LD: I obviously hoped that people would buy and enjoy the book on its merits, among which I count the complex interactions of a cast of incredible diverse people. I’ve spoken a lot recently about confronting unconscious bias in my writing process, and the realization that a diverse cast ultimately makes for a more compelling narrative. Including characters with wide-ranging identities and experiences necessarily creates tension—a vital aspect of any story.
Prior to the election, I thought Amberlough’s diversity might be a selling point—not the only selling point, but hopefully one of several. Now, pretty much every aspect of the book has been eclipsed by its timeliness and political parallels, which I’ve found variously ironic, exciting, and unnerving.
In your opinion would Amberlough get a major publisher to pick it up ten years ago? Five years ago?
LD: Sure. If this is purely a question of queer content, Lynn Flewelling and Ellen Kushner were successfully publishing queer fantasy in the 80s and 90s. I even used Swordspoint as a comp title.
Is this it for the world of Amberlough or do we have a series? Or what are you working on next?
LD: I have high hopes about continuing this story, but can’t say anything definitive right now. Except that: if you read Amberlough and want to find out what happens after, buy a second copy. And a third.
Once again. Thank you so much. Both for this book and for your time. Best of luck to ALL of your future projects and I hope beyond hope Amberlough gets all the love it so richly deserves.

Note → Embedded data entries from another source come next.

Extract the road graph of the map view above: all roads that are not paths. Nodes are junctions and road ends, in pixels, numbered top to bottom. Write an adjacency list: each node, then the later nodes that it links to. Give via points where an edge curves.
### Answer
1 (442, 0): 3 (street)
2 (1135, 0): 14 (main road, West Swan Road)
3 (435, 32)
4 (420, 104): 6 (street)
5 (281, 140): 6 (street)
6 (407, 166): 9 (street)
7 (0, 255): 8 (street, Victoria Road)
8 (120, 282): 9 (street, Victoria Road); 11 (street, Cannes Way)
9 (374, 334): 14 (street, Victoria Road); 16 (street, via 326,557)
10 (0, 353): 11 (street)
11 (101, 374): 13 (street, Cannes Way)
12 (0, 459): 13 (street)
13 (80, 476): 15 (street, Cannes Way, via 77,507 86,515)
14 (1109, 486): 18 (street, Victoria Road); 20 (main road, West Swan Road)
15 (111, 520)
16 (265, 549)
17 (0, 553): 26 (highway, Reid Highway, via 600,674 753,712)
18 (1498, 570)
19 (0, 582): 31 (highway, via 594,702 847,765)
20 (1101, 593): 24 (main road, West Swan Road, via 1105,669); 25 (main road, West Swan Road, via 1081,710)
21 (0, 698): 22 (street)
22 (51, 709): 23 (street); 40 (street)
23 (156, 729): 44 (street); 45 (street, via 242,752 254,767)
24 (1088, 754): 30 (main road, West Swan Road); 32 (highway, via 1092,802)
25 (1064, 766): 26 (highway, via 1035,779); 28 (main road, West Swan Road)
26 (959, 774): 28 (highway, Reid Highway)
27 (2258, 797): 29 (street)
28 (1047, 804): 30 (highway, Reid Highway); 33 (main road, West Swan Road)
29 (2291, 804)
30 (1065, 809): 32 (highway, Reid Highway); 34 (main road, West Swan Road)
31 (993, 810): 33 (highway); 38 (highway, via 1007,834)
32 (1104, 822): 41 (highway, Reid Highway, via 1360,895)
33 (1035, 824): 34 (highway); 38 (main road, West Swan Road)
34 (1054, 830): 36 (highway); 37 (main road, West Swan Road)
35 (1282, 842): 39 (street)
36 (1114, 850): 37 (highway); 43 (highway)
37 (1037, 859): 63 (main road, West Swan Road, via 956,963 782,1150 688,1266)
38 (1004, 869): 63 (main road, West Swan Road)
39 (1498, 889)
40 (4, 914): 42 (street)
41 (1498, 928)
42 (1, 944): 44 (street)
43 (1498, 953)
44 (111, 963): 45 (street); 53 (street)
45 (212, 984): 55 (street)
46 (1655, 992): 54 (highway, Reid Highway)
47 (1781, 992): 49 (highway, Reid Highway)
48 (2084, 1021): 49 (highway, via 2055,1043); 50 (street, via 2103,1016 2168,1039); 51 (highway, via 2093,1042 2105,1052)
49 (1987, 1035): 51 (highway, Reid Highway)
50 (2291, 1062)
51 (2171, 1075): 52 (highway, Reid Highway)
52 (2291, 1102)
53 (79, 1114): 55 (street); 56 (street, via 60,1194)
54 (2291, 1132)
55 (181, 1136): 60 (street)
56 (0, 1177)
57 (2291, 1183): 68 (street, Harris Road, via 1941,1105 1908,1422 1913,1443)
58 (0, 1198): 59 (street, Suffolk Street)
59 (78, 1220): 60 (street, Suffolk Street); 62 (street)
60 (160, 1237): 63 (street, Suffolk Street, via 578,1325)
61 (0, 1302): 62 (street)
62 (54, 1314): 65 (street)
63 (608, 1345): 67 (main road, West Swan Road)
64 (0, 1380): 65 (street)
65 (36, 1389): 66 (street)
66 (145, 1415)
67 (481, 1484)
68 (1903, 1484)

LD: You’re welcome! And thank you for having me!
Great answers all around. For more information about the book look below. Or, again, you could check out my review!
Trust no one with anything—especially in Amberlough City. Covert agent Cyril DePaul thinks he’s good at keeping secrets, especially from his lover, the smuggler and cabaret dancer Aristide Makricosta. But when Cyril participates on a mission that leads to disastrous results he turns to streetwise Cordelia Lehane, a top dancer at the Bumble Bee Cabaret, who could be the key to Cyril’s plans—if she can be trusted. As the twinkling lights of nightclub marquees yield to the rising flames of a fascist revolution, these three will struggle to survive using whatever means — and people — necessary. Including each other.
Lara Elena Donnelly is a graduate of the Alpha and Clarion writing workshops. Her fiction won the Dell Magazine Award for Undergraduate Excellence in Science Fiction and Fantasy; she has been published in Icarus, Strange Horizons, Grim Corps, and Mythic Delirium. Donnelly combines her writing expertise with her experience as a professional fire performer, belly dancer, and knowledge of aerial acrobatics and burlesque to create the decadent night life of AMBERLOUGH.